Dans son texte de remerciements aux électeurs dans  « Le Radical » du 13 avril 1885, il n’est pas question de la Commune de 1871 mais de la « Révolution française » antimonarchiste et antiopportuniste. Une perle de presse, sous forme d’un fâcheux point d’interrogation conclut son article : « Vive la République démocratique et sociale ? ». On sait qu’Amouroux n’est jamais devenu patron, mais certains révolutionnaires – voir « Le Prolétariat » du 9 mai 1885 – le rappellent à l’ordre sur le chapitre social car pour eux « il s’agit non d’aider l’élection des bourgeois, mais de préconiser des candidatures ouvrières ». Signalons ici qu’à l’époque, ce genre de combinaisons électorales, y compris entre « Chefs blanquistes » et « Chefs du Parti Radical » existe aussi. Bien entendu, Amouroux le savait d’où cette remarque dans ses remerciements aux électeurs :

Je ne suis pas de ceux qui se laissent aveugler par l’esprit de parti.

OBSÈQUES EN TRICOLORE

Fin Mai 1885, la maladie d’Amouroux – on parle de phtisie à laquelle s’ajouterait une fièvre typhoïde – s’aggrave d’un coup et il meurt le 23. Une disparition saluée ainsi par un journal conservateur :

Quoique de profondes divergences politiques nous séparassent de lui, nous avions conçu une telle estime pour son caractère, et nous avions exprimé avec tant de sincérité l’admiration que nous avait inspiré son rôle en Nouvelle-Calédonie pendant la révolte des canaques, que des relations cordiales existaient entre lui et plus d’un rédacteur de ce journal. […] Le député intransigeant qui meurt aujourd’hui, laissant une jeune veuve inconsolable, était en même temps un bon Français ; nous ne saurions l’oublier, et nous tenons à exprimer aux siens tous nos regrets.

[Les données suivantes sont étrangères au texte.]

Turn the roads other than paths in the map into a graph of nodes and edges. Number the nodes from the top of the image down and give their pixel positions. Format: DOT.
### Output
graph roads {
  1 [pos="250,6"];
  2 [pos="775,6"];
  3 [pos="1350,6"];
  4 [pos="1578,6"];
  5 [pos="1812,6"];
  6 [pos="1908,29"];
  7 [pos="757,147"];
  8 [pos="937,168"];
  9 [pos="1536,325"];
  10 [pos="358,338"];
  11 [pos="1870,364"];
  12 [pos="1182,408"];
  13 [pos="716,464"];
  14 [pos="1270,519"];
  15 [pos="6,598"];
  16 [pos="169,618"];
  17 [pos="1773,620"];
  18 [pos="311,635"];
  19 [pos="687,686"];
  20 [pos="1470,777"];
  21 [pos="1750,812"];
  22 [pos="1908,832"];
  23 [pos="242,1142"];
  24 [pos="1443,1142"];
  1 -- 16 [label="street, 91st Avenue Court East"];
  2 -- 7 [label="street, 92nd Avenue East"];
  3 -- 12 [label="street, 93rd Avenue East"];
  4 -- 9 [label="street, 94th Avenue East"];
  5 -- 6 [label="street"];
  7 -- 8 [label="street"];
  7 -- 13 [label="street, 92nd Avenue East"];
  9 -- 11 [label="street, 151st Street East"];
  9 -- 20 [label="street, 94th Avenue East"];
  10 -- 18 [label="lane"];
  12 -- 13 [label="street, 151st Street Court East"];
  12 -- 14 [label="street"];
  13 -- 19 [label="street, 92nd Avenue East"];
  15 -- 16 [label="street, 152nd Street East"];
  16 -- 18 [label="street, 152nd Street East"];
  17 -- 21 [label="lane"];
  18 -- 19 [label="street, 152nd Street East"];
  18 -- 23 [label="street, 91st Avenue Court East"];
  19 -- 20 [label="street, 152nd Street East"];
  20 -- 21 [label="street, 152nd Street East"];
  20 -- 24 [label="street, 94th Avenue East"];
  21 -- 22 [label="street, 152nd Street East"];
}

Médaillon de Charles Amouroux par Jules Dalou (tombe d'Amouroux au Père-Lachaise - © Pierre-Yves Beaudouin)
Médaillon de Charles Amouroux par Jules Dalou (tombe d'Amouroux au Père-Lachaise - © Pierre-Yves Beaudouin)

L’enterrement de « Monsieur Amouroux député de la Loire » (dixit le commissaire Clément) se déroule du début à la fin « dans le plus grand ordre ». On ne signale aucun incident lorsque la troupe rend les honneurs militaires au « député défunt », malgré la présence de 6 à 7.000 personnes. Lorsque le convoi quitte la maison mortuaire suivi par une trentaine de députés « avec leurs insignes », un grand nombre de conseillers municipaux, cinq corporations avec leurs bannières, plusieurs loges maçonniques dont celle des « Droits de l’homme », des représentants des comités radicaux, de « L’Alliance socialiste républicaine », de « La Libre pensée », et une foule de manifestants évaluée à 3.500 ou 4.000 personnes, une brigade de gardiens de la paix l’accompagne sur le côté droit sans que cela pose problème. On remarque aussi de nombreux représentants de la presse dans ces obsèques médiatiques qui attirent jusqu’à 10 000 curieux.

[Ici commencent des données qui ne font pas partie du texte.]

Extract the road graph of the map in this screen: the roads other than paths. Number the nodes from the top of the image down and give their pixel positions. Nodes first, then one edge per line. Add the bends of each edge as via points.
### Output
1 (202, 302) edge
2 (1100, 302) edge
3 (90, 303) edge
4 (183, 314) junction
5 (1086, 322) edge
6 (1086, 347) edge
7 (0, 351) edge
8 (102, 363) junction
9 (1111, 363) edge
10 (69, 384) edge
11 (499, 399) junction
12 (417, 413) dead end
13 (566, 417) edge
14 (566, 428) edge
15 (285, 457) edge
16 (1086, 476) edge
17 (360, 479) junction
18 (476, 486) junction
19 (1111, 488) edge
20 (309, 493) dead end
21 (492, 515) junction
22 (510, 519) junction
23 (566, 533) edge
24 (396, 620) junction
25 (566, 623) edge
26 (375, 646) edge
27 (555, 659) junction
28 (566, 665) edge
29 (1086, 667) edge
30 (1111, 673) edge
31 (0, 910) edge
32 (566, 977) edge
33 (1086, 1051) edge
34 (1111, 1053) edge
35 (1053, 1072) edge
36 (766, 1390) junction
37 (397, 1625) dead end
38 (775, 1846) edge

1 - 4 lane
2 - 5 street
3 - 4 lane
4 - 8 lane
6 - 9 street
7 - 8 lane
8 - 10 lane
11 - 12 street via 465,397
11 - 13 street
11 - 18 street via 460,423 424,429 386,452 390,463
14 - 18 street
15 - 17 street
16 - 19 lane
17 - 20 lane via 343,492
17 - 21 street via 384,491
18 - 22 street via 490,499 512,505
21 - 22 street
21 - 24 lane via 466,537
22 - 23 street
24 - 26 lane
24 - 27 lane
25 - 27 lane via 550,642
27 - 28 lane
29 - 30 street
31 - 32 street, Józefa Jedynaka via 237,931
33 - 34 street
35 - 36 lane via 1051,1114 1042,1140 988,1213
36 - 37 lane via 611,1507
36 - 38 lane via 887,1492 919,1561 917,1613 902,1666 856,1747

Si l’on note le déploiement de trois drapeaux rouges dans le cimetière, il n’en reste pas moins que la cérémonie avec les élus et son caractère corporatif est « respectable ». Un rapport de police précise que « peu de socialistes ont suivi le convoi » ; contrairement aux journées précédentes « les anarchistes ne se sont pas montrés » affirme un autre, bien qu’un indicateur en repère une vingtaine. Ceux-ci se font discrets. Il est cependant probable que ce sont eux qui ont crié « Vive la Commune ! » au moment de l’apparition des drapeaux rouges, la foule restant indifférente. Pour sa part le commissaire Clément n’a rien entendu puisqu’il rapporte qu’« aucun cri séditieux n’a été poussé » ni à l’entrée ni à la sortie de la nécropole.

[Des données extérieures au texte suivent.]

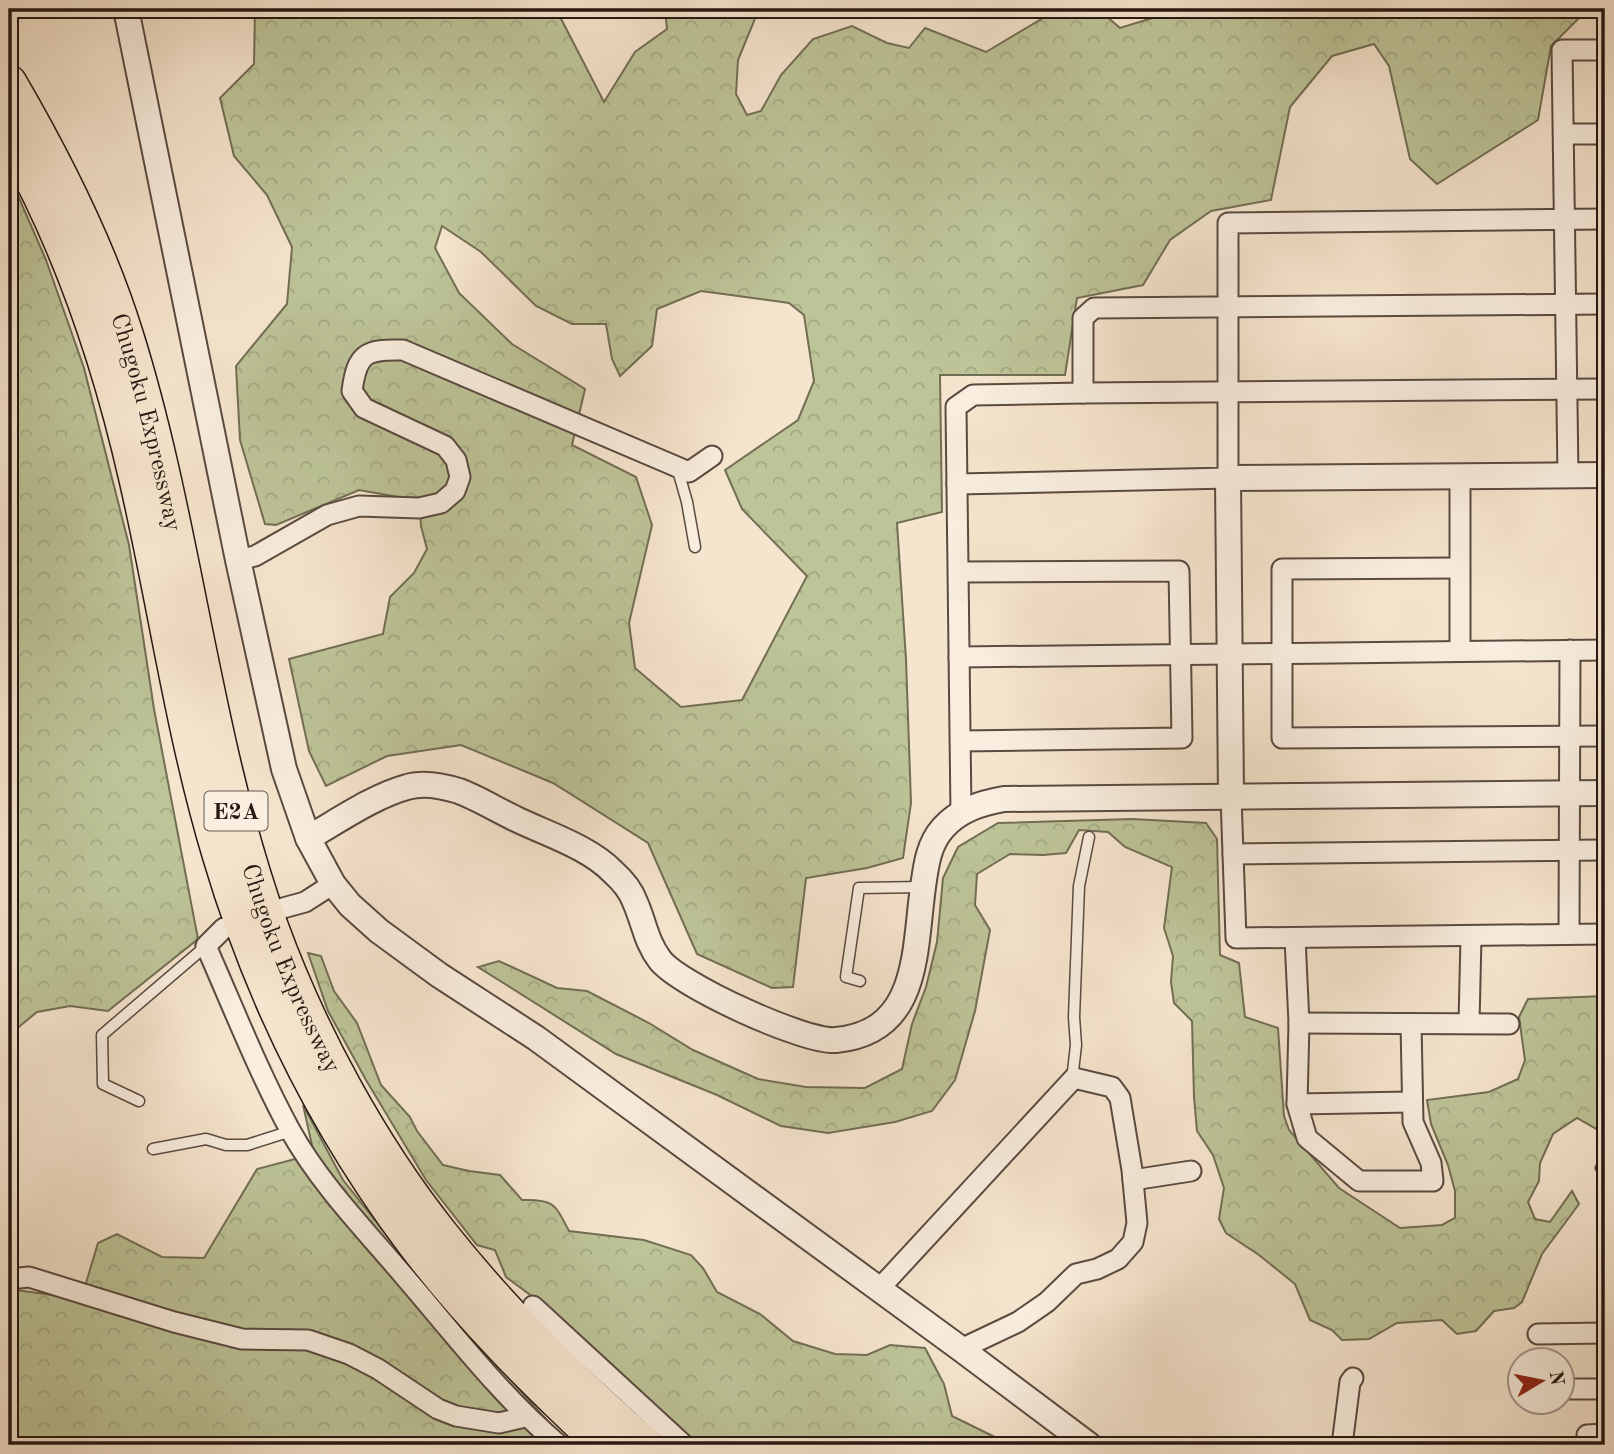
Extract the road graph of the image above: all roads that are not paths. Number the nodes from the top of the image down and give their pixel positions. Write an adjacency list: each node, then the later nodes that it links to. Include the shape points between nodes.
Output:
1 (126, 9): 24 (street)
2 (1605, 50): 4 (street, via 1562,50)
3 (9, 83): 80 (highway, Chugoku Expressway / E2A, via 72,202 125,332 163,476 245,845 271,927 304,1006 345,1088 440,1233 506,1311 590,1397)
4 (1564, 134): 5 (street); 8 (street)
5 (1605, 134)
6 (9, 135): 79 (highway, Chugoku Expressway / E2A, via 77,278 121,412 219,854 279,1014 323,1104 415,1243 487,1329)
7 (1605, 219): 8 (street)
8 (1564, 220): 9 (street); 11 (street, via 1228,223)
9 (1565, 304): 10 (street); 11 (street); 12 (street)
10 (1605, 304)
11 (1228, 308): 14 (street); 15 (street, via 1094,308 1083,318)
12 (1566, 389): 13 (street); 14 (street); 18 (street)
13 (1605, 389)
14 (1229, 392): 15 (street); 21 (street)
15 (1083, 393): 22 (street, via 973,395 956,407)
16 (712, 456): 17 (street, via 689,472)
17 (677, 467): 23 (lane); 24 (street, via 403,350 379,349 363,357 352,391 364,408 445,446 456,460 460,477 455,491 441,503 419,508 359,506 327,515 255,556)
18 (1568, 475): 19 (street); 20 (street)
19 (1605, 475)
20 (1460, 476): 21 (street); 25 (street)
21 (1228, 478): 22 (street); 32 (street)
22 (957, 484): 26 (street)
23 (695, 547)
24 (238, 560): 42 (street, via 284,769)
25 (1459, 568): 29 (street); 30 (street, via 1282,569)
26 (960, 572): 31 (street, via 1179,571); 33 (street)
27 (1570, 650): 28 (street); 29 (street); 34 (street)
28 (1605, 650)
29 (1460, 651): 30 (street)
30 (1282, 654): 32 (street); 34 (street, via 1282,737)
31 (1180, 655): 32 (street); 33 (street); 36 (street, via 1182,738)
32 (1229, 655): 39 (street)
33 (960, 657): 36 (street)
34 (1569, 736): 35 (street); 37 (street)
35 (1605, 736)
36 (961, 741): 40 (street)
37 (1571, 793): 38 (street); 39 (street); 44 (street)
38 (1605, 793)
39 (1231, 797): 40 (street, via 1004,799); 45 (street)
40 (961, 813): 47 (street, via 932,844)
41 (1089, 837): 60 (lane, via 1079,886)
42 (307, 838): 46 (street); 47 (street, via 407,787 429,784 459,791 579,849 612,870 635,900 650,947 675,974 803,1035 832,1041 869,1032 886,1021 905,997)
43 (1605, 849): 44 (street)
44 (1570, 850): 45 (street); 50 (street)
45 (1233, 854): 53 (street, via 1236,939)
46 (333, 884): 48 (street, via 305,902); 69 (street, via 379,931 536,1038)
47 (923, 887): 55 (lane, via 859,888 846,977)
48 (283, 908)
49 (224, 928): 54 (street)
50 (1569, 934): 51 (street); 52 (street)
51 (1605, 934)
52 (1471, 937): 53 (street); 57 (street)
53 (1295, 938): 56 (street)
54 (206, 946): 61 (lane, via 102,1035 103,1084); 64 (street)
55 (860, 981)
56 (1298, 1023): 58 (street); 63 (street)
57 (1469, 1023): 58 (street); 59 (street)
58 (1411, 1024): 62 (street)
59 (1509, 1024)
60 (1072, 1080): 67 (street, via 1112,1087 1120,1098); 69 (street)
61 (139, 1101)
62 (1411, 1102): 63 (street); 63 (street, via 1433,1181 1359,1181 1307,1138)
63 (1297, 1104)
64 (291, 1131): 65 (lane, via 247,1145 205,1139); 77 (street, via 330,1189)
65 (153, 1149)
66 (1191, 1171): 67 (street)
67 (1133, 1180): 73 (street, via 1137,1223 1133,1242 1118,1259 1076,1275 1018,1322)
68 (9, 1279): 77 (street, via 29,1277 242,1339 308,1340 349,1354 456,1416 499,1423)
69 (879, 1289): 73 (street)
70 (533, 1306): 81 (street)
71 (1605, 1333): 72 (street)
72 (1538, 1334)
73 (961, 1349): 82 (street)
74 (1353, 1378): 83 (street)
75 (1576, 1389): 76 (street)
76 (1605, 1389)
77 (525, 1417): 78 (street)
78 (559, 1445)
79 (604, 1445)
80 (645, 1445)
81 (684, 1445)
82 (1089, 1445)
83 (1342, 1445)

Une seule exception remarquée : ce cri anonyme de « Vive la Commune ! » pendant le discours d’Eudes qui parle au nom des Anciens combattants de 1871 devant le caveau provisoire. Un informateur conclut ainsi ses observations :

Il n’y avait pas de groupes révolutionnaires proprement dit mais seulement quelques socialistes isolés ! 

À la fin de la cérémonie, ils ne sont qu’une dizaine « d’individus », des anarchistes, à se rendre sur « la tombe des fédérés » tandis que la foule se disperse rapidement et très calmement.